Religion and superstitions may be poppycock to the General, but they still have a place in my Christmas tales, writes MICHAEL HARDING
ME AND the General were trying to figure out where to put the crib. I’m still attached to the story of Christmas, though the General says that religion is just high-class superstition.
Eventually, I put it on top of the broken piano, behind the tree, so it’s there if people look for it, but it’s not in your face.
“I think that’s the right balance,” the General said.
Then I noticed the cat behind the piano with a bird in her jaws. I released the bird, flung the cat out the door, and then inspected the victim; it was a tiny wren, and he had lost a leg and some tail feathers, though he could still fly up against the window, and eventually out into the laurels, when I opened the front door.
“Christmas is all about the baby Jesus,” I told the General, “It’s a love story.” “Nonsense,” he replied. “It’s all poppycock; like stories about fairies and ghosts.” I said, “I believe in ghosts as well; especially out the Granard road, where you live!”
A Traveller woman once told me that on a certain road near Granard, there is an old tree, under which she and her husband once camped, and on the following morning, a farmer asked them did they sleep well.
“Now that you mention it,” her husband said, “I was awake all night.”
“Well,” said the farmer, “don’t expect to sleep tonight or any other night, if you remain under that tree, because that is what we call the Hanging Tree.”

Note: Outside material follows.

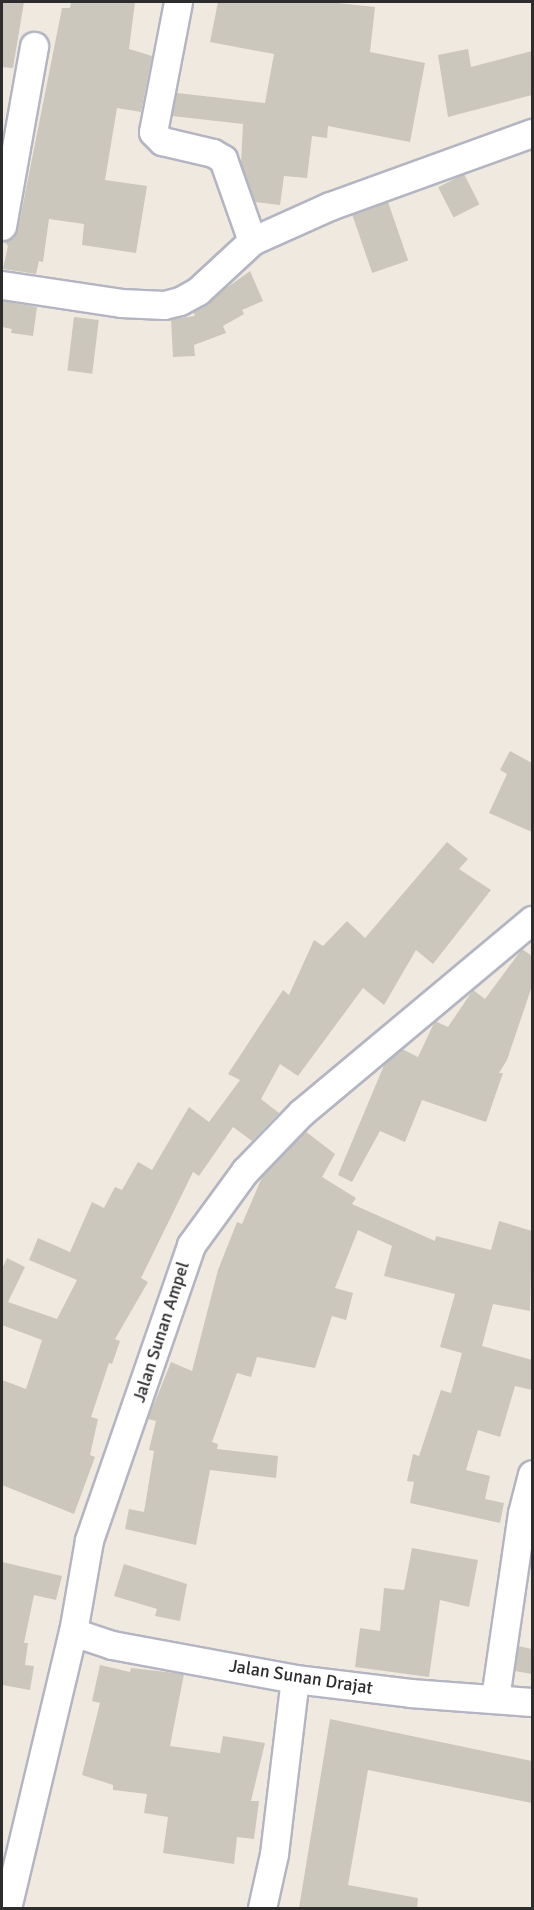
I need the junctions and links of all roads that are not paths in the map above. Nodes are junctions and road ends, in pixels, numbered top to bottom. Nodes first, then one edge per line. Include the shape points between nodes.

The General dismissed the story. “People are not as superstitious as that nowadays,” he said.
Maybe not, but the Traveller woman’s story still echoes in my mind.
“There used to be a shop in Granard,” she said, “that you could be in all night and day, drinking. And me husband was in it late one night, until it was time to go home. This was years after we found out about the Hanging Tree. And there were a few of the boys with him, and they had the pony and cart with them. And on the way home didn’t they come down that same road again, by mistake. And they were passing the big tree, when a man walked out from behind it; he’d be roughly about 7ft in height, with a Macintosh coat on him and a top hat, and his face was as white as the range. And he walked behind their cart fair and easy, and says me husband: ‘Look at that man, walking at the back of the cart!’ And the rest of them looked, but they could see nothing.
“Only me husband could see him, and he had a beer bottle that he had brought with him from the pub and he flung it at the tall man that was walking behind them, and then the man vanished.
“We were living in a house at that time, and me husband come home, and got up the stairs, and went to bed, and in the morning I went down to cook the breakfast, and I called up, but there wasn’t a gig out of him, so I called again, and again, and then I went up. And God bless the mark, me poor husband was lying on the broad of his back in the bed, and his two hands that way, across his chest, and his face as white as the range, and him as dead as a dead fly.”
The day after the cat caught the bird I went to Dublin, and on the train I met a young singer. She was going up to her weekly singing class, and on her lap were sheets for If Music be the Food of Love, by Henry Purcell. She told me that she was performing in A Christmas Carol, at Mullingar Arts Centre.
“It’s a brilliant show,” she said. “It’s been running for two weeks and everyone loves it.”
I know that A Christmas Carol is full of ghosts, and the tall man behind the tree might just as easily have walked out of a novel by Charles Dickens – but of course as the General says – it’s all poppycock.
Nonetheless, that evening, when I took the crib from the piano and placed it on the mantelpiece where everyone can see it, and I found If Music be the Food of Loveon YouTube, I started wondering about the one-legged wren, and where he might be laying his poor little head this Christmas.